Youth bulge: opportunity or challenge? The role of demographic transition in the uprisings in Maghreb and the Middle East
By Fiorenzo Conte
In 1998 Bloom and Williamson recognized the fundamental role played by the demographic transition – defined as a change from high mortality and fertility rates to low fertility rates – in fostering the economic miracle in East Asia. In particular, they showed that as the working-age population grows at much faster rates that the dependent population the dependency ratio is reduced and the per capita productive capacity of the country increases. However they warned that this effect was not automatic. In their words:
“This effect was not inevitable; rather, it occurred because East Asian countries had social, economic, and political institutions and policies that allowed them to realize the growth potential created by the transition.”

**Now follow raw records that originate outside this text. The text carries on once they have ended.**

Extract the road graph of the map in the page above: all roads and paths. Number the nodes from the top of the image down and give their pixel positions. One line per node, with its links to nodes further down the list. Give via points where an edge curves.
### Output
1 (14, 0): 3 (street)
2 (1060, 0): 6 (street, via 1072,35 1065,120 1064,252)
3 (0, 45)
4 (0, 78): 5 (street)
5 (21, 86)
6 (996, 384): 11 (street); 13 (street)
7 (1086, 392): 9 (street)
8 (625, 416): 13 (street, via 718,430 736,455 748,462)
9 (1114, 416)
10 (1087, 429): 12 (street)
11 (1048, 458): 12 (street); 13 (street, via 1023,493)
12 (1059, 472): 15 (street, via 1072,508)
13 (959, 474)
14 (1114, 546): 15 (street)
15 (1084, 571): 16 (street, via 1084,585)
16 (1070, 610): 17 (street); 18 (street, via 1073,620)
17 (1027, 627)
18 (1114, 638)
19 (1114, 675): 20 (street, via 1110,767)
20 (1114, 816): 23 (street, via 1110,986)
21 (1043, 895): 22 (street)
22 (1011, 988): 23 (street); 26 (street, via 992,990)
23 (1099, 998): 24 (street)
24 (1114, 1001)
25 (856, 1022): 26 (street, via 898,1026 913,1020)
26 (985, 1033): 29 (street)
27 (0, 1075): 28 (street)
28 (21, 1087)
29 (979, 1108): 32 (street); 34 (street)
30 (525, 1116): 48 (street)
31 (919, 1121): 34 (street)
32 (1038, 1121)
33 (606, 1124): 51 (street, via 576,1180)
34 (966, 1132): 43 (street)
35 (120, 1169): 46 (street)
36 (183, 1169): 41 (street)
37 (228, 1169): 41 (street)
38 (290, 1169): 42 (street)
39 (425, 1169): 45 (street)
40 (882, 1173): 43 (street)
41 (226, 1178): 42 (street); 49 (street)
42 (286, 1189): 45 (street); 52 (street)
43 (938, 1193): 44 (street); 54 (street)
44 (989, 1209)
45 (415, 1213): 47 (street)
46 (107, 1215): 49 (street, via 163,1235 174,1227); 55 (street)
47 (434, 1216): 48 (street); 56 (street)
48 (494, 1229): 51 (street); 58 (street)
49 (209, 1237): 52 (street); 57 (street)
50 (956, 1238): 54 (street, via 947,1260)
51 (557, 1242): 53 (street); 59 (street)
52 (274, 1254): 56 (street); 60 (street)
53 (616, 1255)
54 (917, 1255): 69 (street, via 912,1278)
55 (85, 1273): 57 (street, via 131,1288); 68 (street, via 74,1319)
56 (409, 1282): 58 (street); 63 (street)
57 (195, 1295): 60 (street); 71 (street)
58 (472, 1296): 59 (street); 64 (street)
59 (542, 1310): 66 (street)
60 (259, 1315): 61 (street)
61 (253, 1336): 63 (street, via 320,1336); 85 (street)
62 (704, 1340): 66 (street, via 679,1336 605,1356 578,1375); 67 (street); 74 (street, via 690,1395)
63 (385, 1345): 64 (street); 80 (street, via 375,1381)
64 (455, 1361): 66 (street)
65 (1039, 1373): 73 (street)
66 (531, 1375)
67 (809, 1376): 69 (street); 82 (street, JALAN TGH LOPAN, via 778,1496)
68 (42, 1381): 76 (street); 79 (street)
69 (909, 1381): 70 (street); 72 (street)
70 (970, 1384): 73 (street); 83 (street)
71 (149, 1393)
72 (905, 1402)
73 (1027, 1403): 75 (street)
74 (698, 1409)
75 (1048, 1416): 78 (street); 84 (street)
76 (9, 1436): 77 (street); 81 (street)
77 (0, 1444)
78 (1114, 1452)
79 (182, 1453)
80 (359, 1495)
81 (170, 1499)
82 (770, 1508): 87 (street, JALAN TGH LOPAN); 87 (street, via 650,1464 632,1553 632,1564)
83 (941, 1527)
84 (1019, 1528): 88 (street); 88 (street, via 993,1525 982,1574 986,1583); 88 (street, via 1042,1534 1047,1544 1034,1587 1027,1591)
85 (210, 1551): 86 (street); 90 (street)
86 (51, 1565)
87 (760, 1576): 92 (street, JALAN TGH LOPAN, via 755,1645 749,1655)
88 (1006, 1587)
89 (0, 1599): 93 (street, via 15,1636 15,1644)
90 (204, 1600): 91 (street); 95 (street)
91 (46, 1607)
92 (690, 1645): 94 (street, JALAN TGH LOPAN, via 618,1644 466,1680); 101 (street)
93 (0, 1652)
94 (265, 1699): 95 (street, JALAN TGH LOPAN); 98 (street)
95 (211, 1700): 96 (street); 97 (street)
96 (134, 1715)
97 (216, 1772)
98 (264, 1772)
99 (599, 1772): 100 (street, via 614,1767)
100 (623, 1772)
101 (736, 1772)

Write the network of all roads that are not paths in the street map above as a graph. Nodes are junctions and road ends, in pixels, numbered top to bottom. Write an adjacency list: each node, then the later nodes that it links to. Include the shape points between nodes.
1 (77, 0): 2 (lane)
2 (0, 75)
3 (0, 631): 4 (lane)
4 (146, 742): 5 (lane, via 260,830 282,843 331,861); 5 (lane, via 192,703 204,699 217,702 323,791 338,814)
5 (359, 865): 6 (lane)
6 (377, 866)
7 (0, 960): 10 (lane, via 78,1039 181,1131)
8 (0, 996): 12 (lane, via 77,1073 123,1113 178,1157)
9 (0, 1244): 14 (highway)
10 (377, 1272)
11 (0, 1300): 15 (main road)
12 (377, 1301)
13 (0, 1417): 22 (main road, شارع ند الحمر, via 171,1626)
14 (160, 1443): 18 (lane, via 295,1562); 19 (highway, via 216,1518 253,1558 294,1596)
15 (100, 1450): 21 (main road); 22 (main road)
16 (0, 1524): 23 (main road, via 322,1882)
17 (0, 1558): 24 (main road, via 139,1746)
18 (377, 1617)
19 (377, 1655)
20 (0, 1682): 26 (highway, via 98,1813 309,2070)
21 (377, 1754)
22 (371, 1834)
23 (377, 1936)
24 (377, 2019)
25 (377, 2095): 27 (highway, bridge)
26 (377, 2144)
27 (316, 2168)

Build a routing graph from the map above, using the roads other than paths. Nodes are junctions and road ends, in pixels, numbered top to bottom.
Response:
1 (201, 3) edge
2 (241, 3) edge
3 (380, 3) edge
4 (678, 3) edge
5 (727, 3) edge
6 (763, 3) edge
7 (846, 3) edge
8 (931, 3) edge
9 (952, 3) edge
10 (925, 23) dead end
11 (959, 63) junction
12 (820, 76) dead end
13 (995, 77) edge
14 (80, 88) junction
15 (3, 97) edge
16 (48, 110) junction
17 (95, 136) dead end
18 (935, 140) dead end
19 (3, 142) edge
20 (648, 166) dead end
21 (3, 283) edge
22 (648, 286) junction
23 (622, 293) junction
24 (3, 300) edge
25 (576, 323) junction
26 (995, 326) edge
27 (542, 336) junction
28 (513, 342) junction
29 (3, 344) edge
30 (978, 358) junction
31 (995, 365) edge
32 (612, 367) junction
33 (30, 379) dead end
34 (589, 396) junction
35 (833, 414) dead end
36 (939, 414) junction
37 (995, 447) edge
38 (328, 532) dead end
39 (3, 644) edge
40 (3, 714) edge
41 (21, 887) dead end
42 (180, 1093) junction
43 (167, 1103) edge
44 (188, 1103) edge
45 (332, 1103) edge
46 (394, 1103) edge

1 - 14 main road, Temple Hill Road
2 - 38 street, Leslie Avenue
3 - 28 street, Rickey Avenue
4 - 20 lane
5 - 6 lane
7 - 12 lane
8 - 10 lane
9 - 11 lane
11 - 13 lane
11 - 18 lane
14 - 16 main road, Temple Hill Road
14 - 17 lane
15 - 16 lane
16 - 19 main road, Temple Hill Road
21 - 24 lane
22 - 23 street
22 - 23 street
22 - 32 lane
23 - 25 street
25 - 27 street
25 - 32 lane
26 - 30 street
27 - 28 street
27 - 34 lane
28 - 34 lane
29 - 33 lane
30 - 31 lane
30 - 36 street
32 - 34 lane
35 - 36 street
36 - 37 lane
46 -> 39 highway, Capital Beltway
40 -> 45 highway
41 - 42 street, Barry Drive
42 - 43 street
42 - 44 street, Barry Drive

Never more than today do we realize how that effect is not inevitable. As demographic transition unfolds in the countries of the Maghreb and the Middle East thus creating a youth bulge (a high share of the 15 to 29 years old in the total population) , we observe what can happen when those social, economic, and political institutions are not in place: a potential dividend turns into a curse. Young and educated people fail to find meaningful jobs and with it the capacity to become independent. As a consequence unemployment is increasingly perceived as tantamount to social death. Throughout the countries of the Maghreb the school-to-work transition of the youth bulge has fallen short and the level of unemployment of young people is reaching record levels.
The situation in the Middle East is really similar as young people were missed by the boom and hurt by the bust. And more interestingly young educated workers are likely to remain unemployed longer as compared to workers with basic or no education. (see here).
Challenge or opportunity? It depends. The demographic transition creates a youth bulge that represented an opportunity for East Asian countries and is now a challenge for Middle Eastern countries. What is certain is that from now on the role of the demographic transition in the shaping of the modern society will not be ignored anymore (for the joy of professor Dyson ).